Elaine: I’m finishing a film right now about women in a women’s prison in Alabama, where the women are primarily there because of their substance use disorder but are having children while incarcerated. The film focuses on a program specifically targeted with helping that 24-hour period. They have 24 hours with their baby before they have to leave. It’s just looking at the–
Interviewer: Before the baby has to leave?
Elaine: Before the woman has to go back to prison, the baby gets picked up, yes, so before the separation. Looking at that generational trauma and looking at the criminal justice system. These women should be in rehabilitation centers, not prison. I’m not allowed to say who it’s for. I am looking, someone in this room might know someone for this documentary. I have a really exciting short documentary I have been asked to make for a national partner that’s for child facing content. I’m very interested in
how we can start these conversations among children.
There’s over 7,000 kids in foster care in West Virginia right now. If I had a lot of money, I would put it all towards helping kids avoid this. That comes with teaching them about trauma and how to deal with things. Anyway, this short documentary I’m looking for features the family and recovery. There needs to be a child in the home that’s around seven or eight, and then a younger child that can talk from their point of view. It’s for really cool partners.
If you guys know of any kids and children in a family that you think would be good, the family needs to be in recovery for at least two years, that will be a really cool project. I really wish I could say who it’s for, but please, if you do know someone, let me know.
Interviewer: Okay. You guys, you know of the deal, you can find her after.
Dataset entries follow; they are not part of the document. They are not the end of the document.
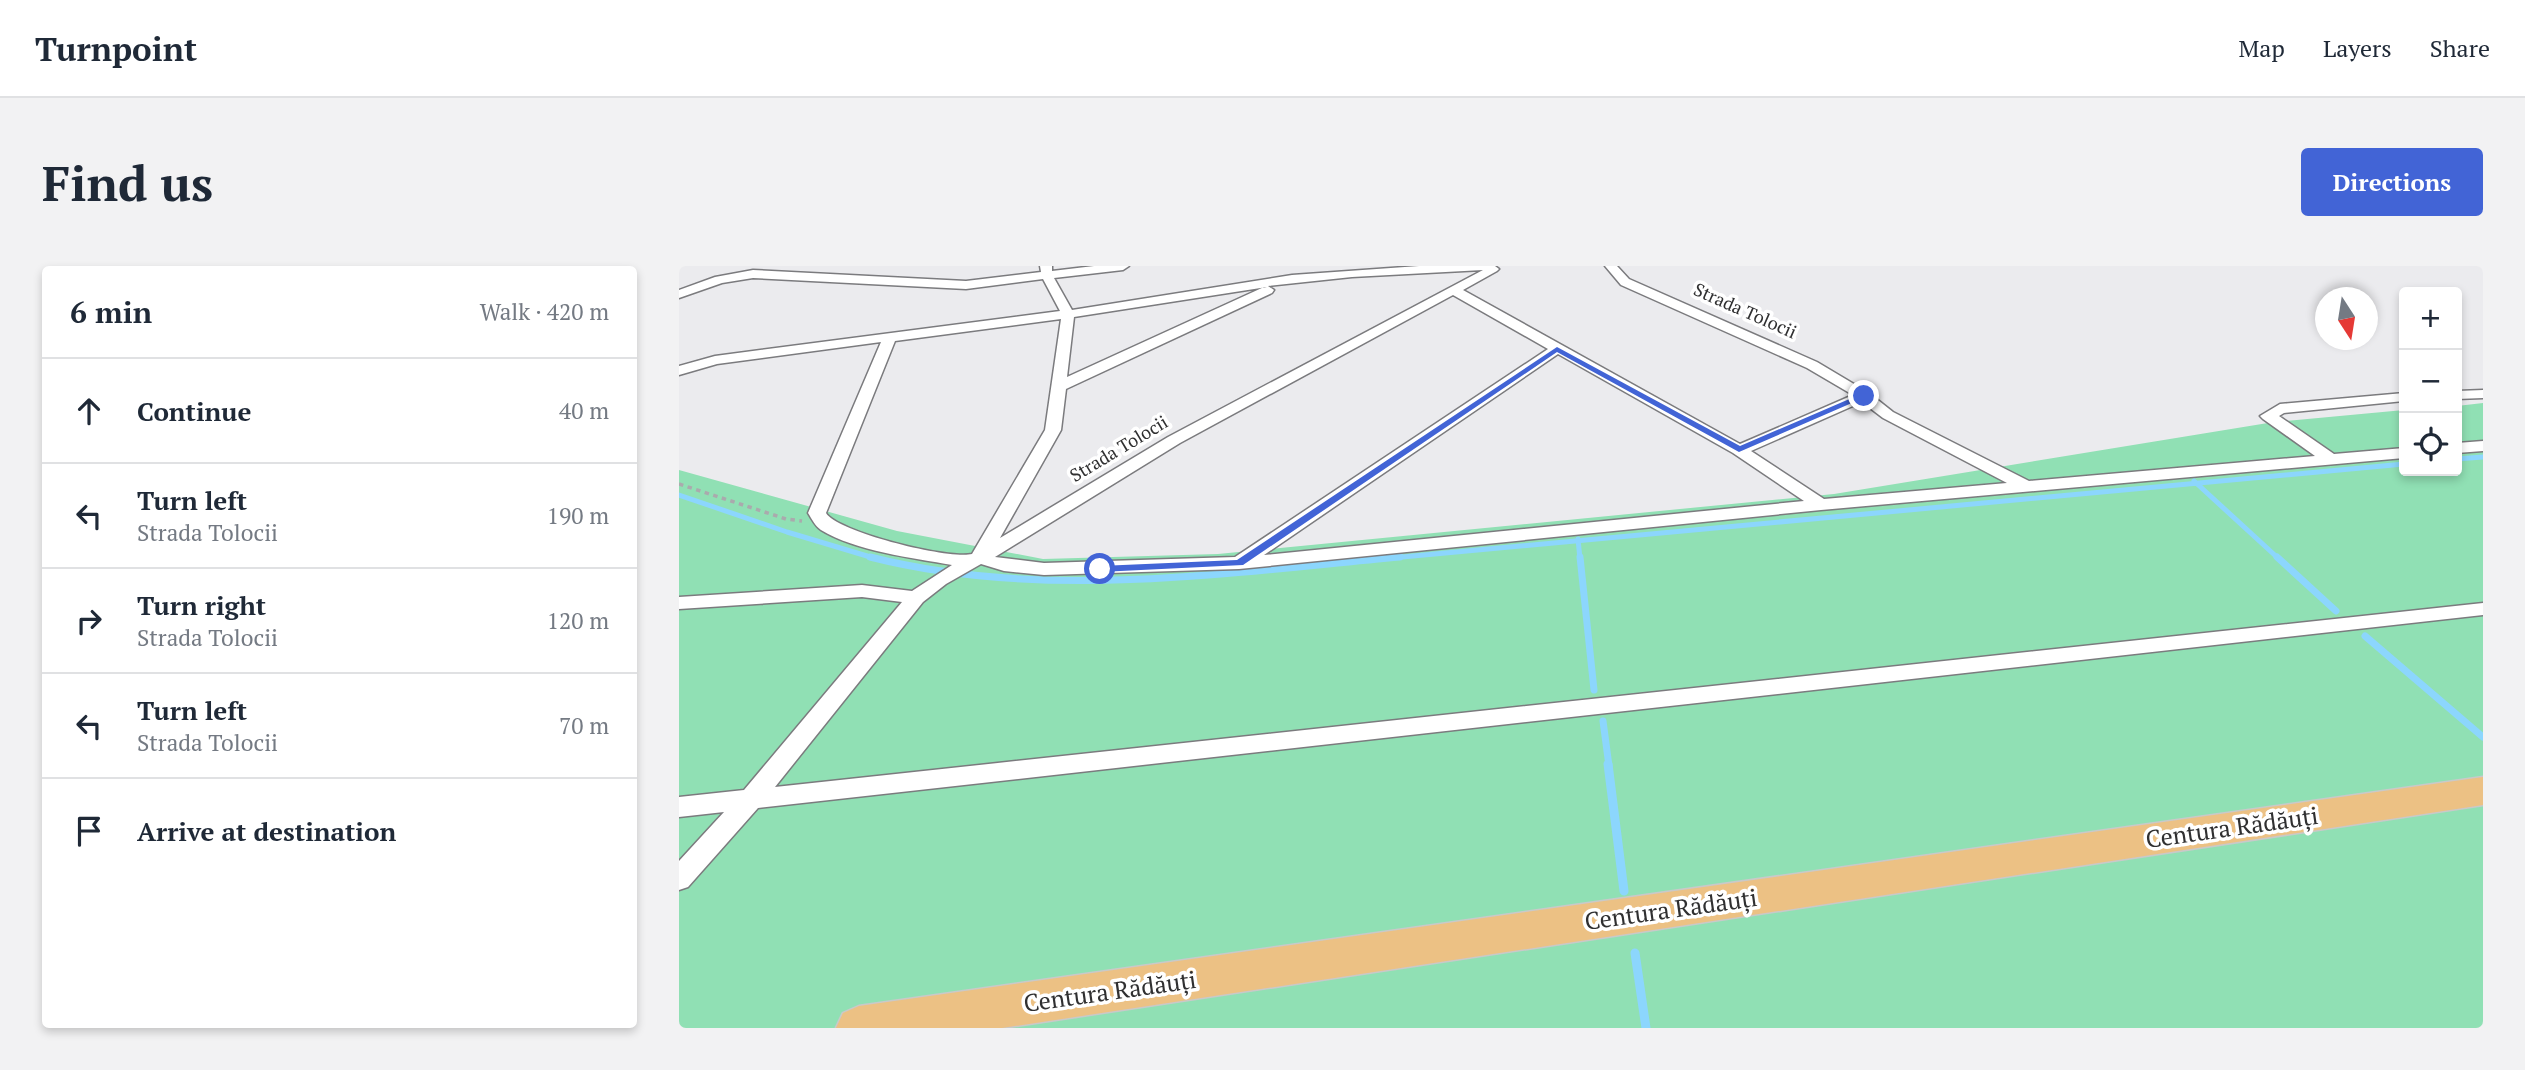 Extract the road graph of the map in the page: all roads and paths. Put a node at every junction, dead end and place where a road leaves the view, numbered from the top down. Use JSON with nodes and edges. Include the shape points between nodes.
{"nodes":[{"id":1,"x":1123,"y":266,"type":"edge"},
{"id":2,"x":1488,"y":266,"type":"edge"},
{"id":3,"x":1498,"y":266,"type":"edge"},
{"id":4,"x":1611,"y":266,"type":"edge"},
{"id":5,"x":770,"y":270,"type":"edge"},
{"id":6,"x":1046,"y":271,"type":"edge"},
{"id":7,"x":1292,"y":279,"type":"junction"},
{"id":8,"x":1453,"y":290,"type":"junction"},
{"id":9,"x":679,"y":293,"type":"edge"},
{"id":10,"x":1068,"y":314,"type":"junction"},
{"id":11,"x":889,"y":339,"type":"junction"},
{"id":12,"x":1557,"y":349,"type":"junction"},
{"id":13,"x":679,"y":371,"type":"edge"},
{"id":14,"x":1060,"y":386,"type":"junction"},
{"id":15,"x":2483,"y":394,"type":"edge"},
{"id":16,"x":2462,"y":395,"type":"edge"},
{"id":17,"x":1864,"y":396,"type":"junction"},
{"id":18,"x":2399,"y":397,"type":"edge"},
{"id":19,"x":2483,"y":446,"type":"edge"},
{"id":20,"x":2462,"y":448,"type":"edge"},
{"id":21,"x":1739,"y":450,"type":"junction"},
{"id":22,"x":2399,"y":453,"type":"edge"},
{"id":23,"x":2331,"y":460,"type":"junction"},
{"id":24,"x":679,"y":484,"type":"edge"},
{"id":25,"x":2027,"y":487,"type":"junction"},
{"id":26,"x":1821,"y":505,"type":"junction"},
{"id":27,"x":824,"y":524,"type":"junction"},
{"id":28,"x":971,"y":562,"type":"junction"},
{"id":29,"x":1239,"y":563,"type":"junction"},
{"id":30,"x":916,"y":598,"type":"junction"},
{"id":31,"x":679,"y":603,"type":"edge"},
{"id":32,"x":2483,"y":609,"type":"edge"},
{"id":33,"x":2483,"y":791,"type":"edge"},
{"id":34,"x":751,"y":799,"type":"junction"},
{"id":35,"x":679,"y":807,"type":"edge"},
{"id":36,"x":679,"y":879,"type":"edge"},
{"id":37,"x":859,"y":1028,"type":"edge"}],
"edges":[{"from":1,"to":6,"type":"street"},
{"from":2,"to":7,"type":"street"},
{"from":3,"to":8,"type":"street","name":"Strada Tolocii"},
{"from":4,"to":17,"type":"street","name":"Strada Tolocii","via":[[1625,282],[1812,365]]},
{"from":5,"to":6,"type":"street","via":[[966,285]]},
{"from":5,"to":9,"type":"street"},
{"from":6,"to":10,"type":"street"},
{"from":7,"to":10,"type":"street"},
{"from":7,"to":14,"type":"street"},
{"from":8,"to":12,"type":"street"},
{"from":8,"to":28,"type":"street","name":"Strada Tolocii","via":[[1174,440]]},
{"from":10,"to":11,"type":"street"},
{"from":10,"to":14,"type":"street","name":"Strada Tolocii"},
{"from":11,"to":13,"type":"street","via":[[715,360]]},
{"from":11,"to":27,"type":"street","via":[[822,496],[817,513]]},
{"from":12,"to":21,"type":"street"},
{"from":12,"to":29,"type":"street"},
{"from":14,"to":28,"type":"street","name":"Strada Tolocii","via":[[1053,430]]},
{"from":15,"to":16,"type":"street"},
{"from":17,"to":21,"type":"street"},
{"from":17,"to":25,"type":"street","name":"Strada Tolocii","via":[[1888,415]]},
{"from":18,"to":23,"type":"street","via":[[2280,409],[2268,416]]},
{"from":19,"to":20,"type":"street"},
{"from":21,"to":26,"type":"street"},
{"from":22,"to":23,"type":"street"},
{"from":23,"to":25,"type":"street"},
{"from":24,"to":27,"type":"path","via":[[786,519]]},
{"from":25,"to":26,"type":"street"},
{"from":26,"to":29,"type":"street"},
{"from":27,"to":28,"type":"street","via":[[939,558]]},
{"from":28,"to":29,"type":"street","via":[[1044,569]]},
{"from":28,"to":30,"type":"street"},
{"from":30,"to":31,"type":"street","via":[[862,591]]},
{"from":30,"to":34,"type":"street"},
{"from":32,"to":34,"type":"street"},
{"from":33,"to":37,"type":"main road","name":"Centura Rădăuți"},
{"from":34,"to":35,"type":"street"},
{"from":34,"to":36,"type":"street"}]} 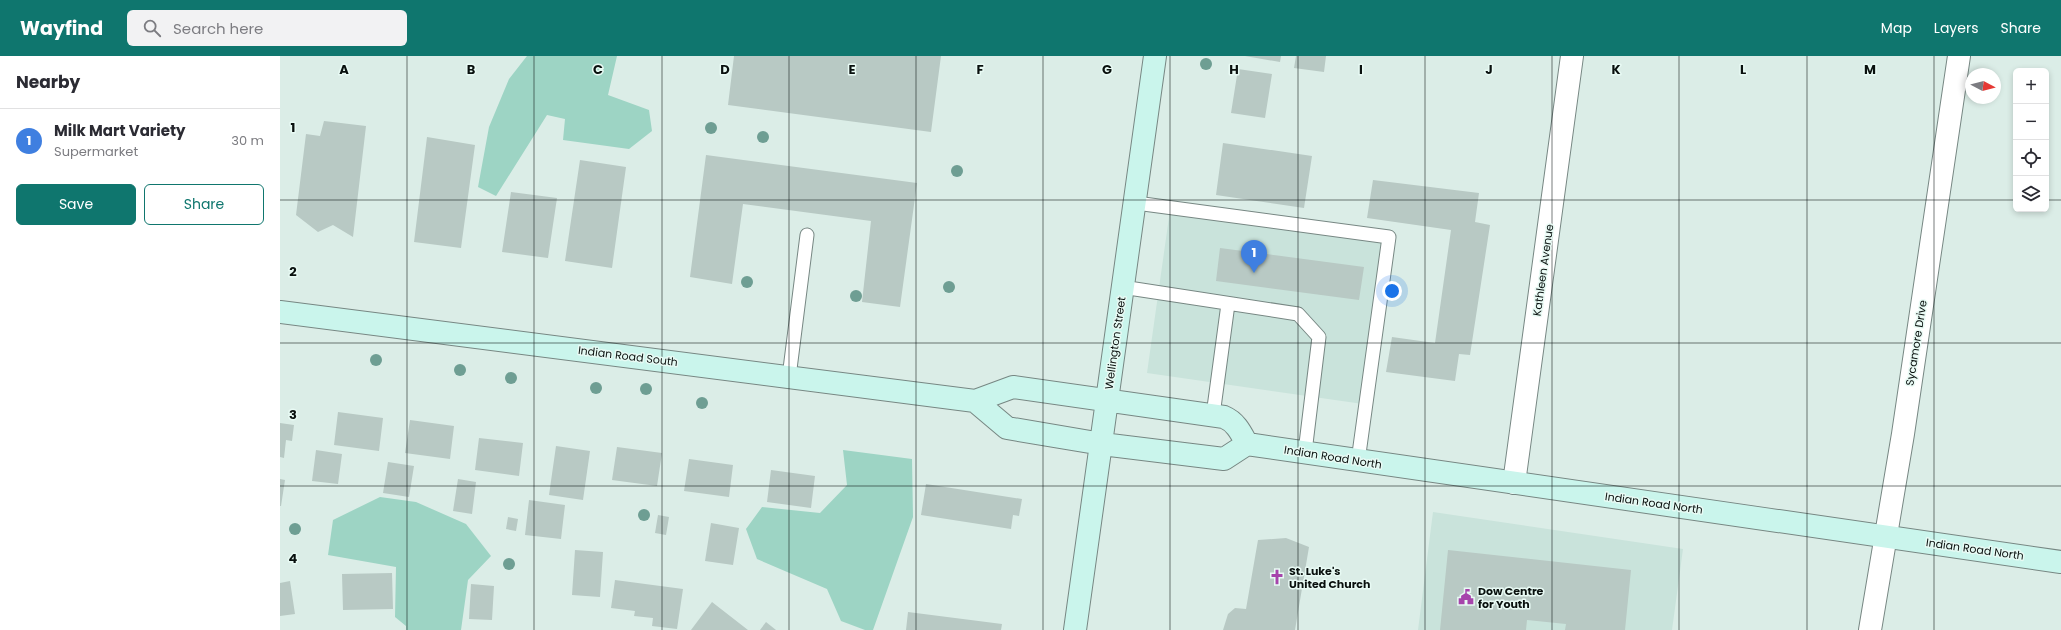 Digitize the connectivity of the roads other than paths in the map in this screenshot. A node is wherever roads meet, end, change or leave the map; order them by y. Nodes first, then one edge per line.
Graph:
1 (1155, 56) edge
2 (1572, 56) edge
3 (1959, 56) edge
4 (1136, 203) junction
5 (807, 235) dead end
6 (1122, 287) junction
7 (1228, 304) junction
8 (280, 312) edge
9 (789, 377) junction
10 (1107, 399) junction
11 (975, 401) junction
12 (1213, 415) junction
13 (1102, 444) junction
14 (1247, 444) junction
15 (1305, 452) junction
16 (1358, 461) junction
17 (1514, 483) junction
18 (1884, 537) junction
19 (2061, 562) edge
20 (1075, 630) edge
21 (1870, 630) edge

1 - 4 main road, Wellington Street
2 - 17 street, Kathleen Avenue
3 - 18 street, Sycamore Drive
4 - 6 main road, Wellington Street
4 - 16 lane
5 - 9 lane
6 - 7 lane
6 - 10 main road, Wellington Street
7 - 12 lane
7 - 15 lane
8 - 9 main road, Indian Road South
9 - 11 main road, Indian Road South
10 - 11 main road, Indian Road South
10 - 12 main road
10 - 13 main road, Wellington Street
11 - 13 main road
12 - 14 main road
13 - 14 main road
13 - 20 main road, Wellington Street
14 - 15 main road, Indian Road North
15 - 16 main road, Indian Road North
16 - 17 main road, Indian Road North
17 - 18 main road, Indian Road North
18 - 19 main road, Indian Road North
18 - 21 street, Sycamore Drive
Cool. With this crowd, like you said, these are the people who are there on the front lines fighting for the cause of recovery. I guess with all that you’ve learned, all that you’ve seen, what would your message be for this type of audience, the people who are working in addiction treatment?
Elaine: Gosh, you guys are the experts. I’m just a person who sits and watches things and films them, I don’t have any advice for this crowd. You guys are the leaders. I guess what I would like to see more of is like, the stories of recovery being more out there. Even with Recovery Boys, the guys were really concerned about telling their stories, because they were so used to telling it in an anonymous way, which I understand that privacy, understand the need for that.
I also feel those four stories broke down so many barriers, even within my own family, of understanding what someone’s going through. I just want to see more of that. I want to see more stories of recovery, what recovery looks like, and sharing those stories I think is really powerful, and getting them to reach people that aren’t even in this world.
Keep up the good work. I’ve a lot of hope. I feel like the fact that this exists is wonderful. I appreciate you guys watching the films. If you would like to, one thing I would say is you can use either the films in any setting you’d like. There’s no cost to screen them. You can sign into your own Netflix account or sign up for a free 30-day trial and then cancel it.
We made educational field guides on our website, recoveryboys.thefilm.com. We have one for Heroin(e) and Recovery Boys. It goes through discussions that you can have with the community, suggested Q&A, suggested panel, all those types of things. You can host as many screenings of both of these films as you’d like to, as big of audiences as you want. I just hope that they continue to be used in that way.
Interviewer: All right. Well, Elaine, thank you so much for your work with these films.
Elaine: Thank you, guys.
Interviewer: Thank you for sharing with us, today.
Elaine: I appreciate it.
Interviewer: Yes. Elaine Mcmillion Sheldon.